We can see that the construction of the Huffman treeCubeThis ensures that the number of characters is large, the number of digits of the Huffman encoding is small, and the number of characters is small. The number of digits of the Huffman encoding is large.
The length of each symbol's Huffman encoding is different, that is, the variable length encoding. For variable-length encoding, you may encounter a problem, that is, the re-encoding file may not be able to distinguish such encoding.
For example, if a is encoded as 000, B is encoded as 0001, and C is encoded as 1, 0001 indicates AC or B. The cause of this problem is that the encoding of A is the prefix of the encoding of B.

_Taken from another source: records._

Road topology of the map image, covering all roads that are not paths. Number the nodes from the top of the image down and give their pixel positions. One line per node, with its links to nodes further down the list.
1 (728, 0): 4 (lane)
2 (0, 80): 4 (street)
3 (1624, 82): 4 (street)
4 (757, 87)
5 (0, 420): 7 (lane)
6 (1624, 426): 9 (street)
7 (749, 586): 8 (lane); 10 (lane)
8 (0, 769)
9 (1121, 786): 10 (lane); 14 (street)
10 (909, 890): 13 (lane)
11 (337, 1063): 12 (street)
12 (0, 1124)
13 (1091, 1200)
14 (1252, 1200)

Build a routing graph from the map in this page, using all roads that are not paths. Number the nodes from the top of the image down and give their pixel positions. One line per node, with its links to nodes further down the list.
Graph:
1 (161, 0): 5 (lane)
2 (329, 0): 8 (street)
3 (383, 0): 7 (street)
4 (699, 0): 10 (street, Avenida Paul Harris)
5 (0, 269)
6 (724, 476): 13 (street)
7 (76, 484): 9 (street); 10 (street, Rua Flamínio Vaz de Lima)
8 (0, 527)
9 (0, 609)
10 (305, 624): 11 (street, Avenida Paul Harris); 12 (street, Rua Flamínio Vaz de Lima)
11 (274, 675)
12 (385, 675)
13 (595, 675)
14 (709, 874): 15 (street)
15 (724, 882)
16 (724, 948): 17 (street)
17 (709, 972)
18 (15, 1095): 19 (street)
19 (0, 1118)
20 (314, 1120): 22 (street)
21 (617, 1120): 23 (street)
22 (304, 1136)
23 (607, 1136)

Because the Huffman encoding is a sequence of 0 and 1 from the root node to the leaf node path, the path of one leaf node cannot be the prefix of another leaf node path, therefore, a Huffman encoding cannot be the prefix of another Huffman encoding, which ensures that the Huffman encoding can be differentiated.
1.2.3 use the Huffman encoding for compression and decompression
To obtain the Huffman tree used for compression during decompression, we need to save the information of the tree in the compressed file, that is, to save the information of the number of occurrences of each symbol.
Compression:
Reads a file and counts the number of occurrences of each symbol. Create a Huffman tree based on the number of occurrences of each symbol to obtain the Huffman encoding of each symbol. Save the information of the occurrence times of each symbol in the compressed file, replace each symbol in the file with its Huffman encoding, and output it.
Decompress:
Obtain the number of times each symbol appears in the compressed file. Create a Huffman tree based on the number of occurrences of each symbol to obtain the Huffman encoding of each symbol. Replace each Huffman encoding in the compressed file with its corresponding symbol and output it.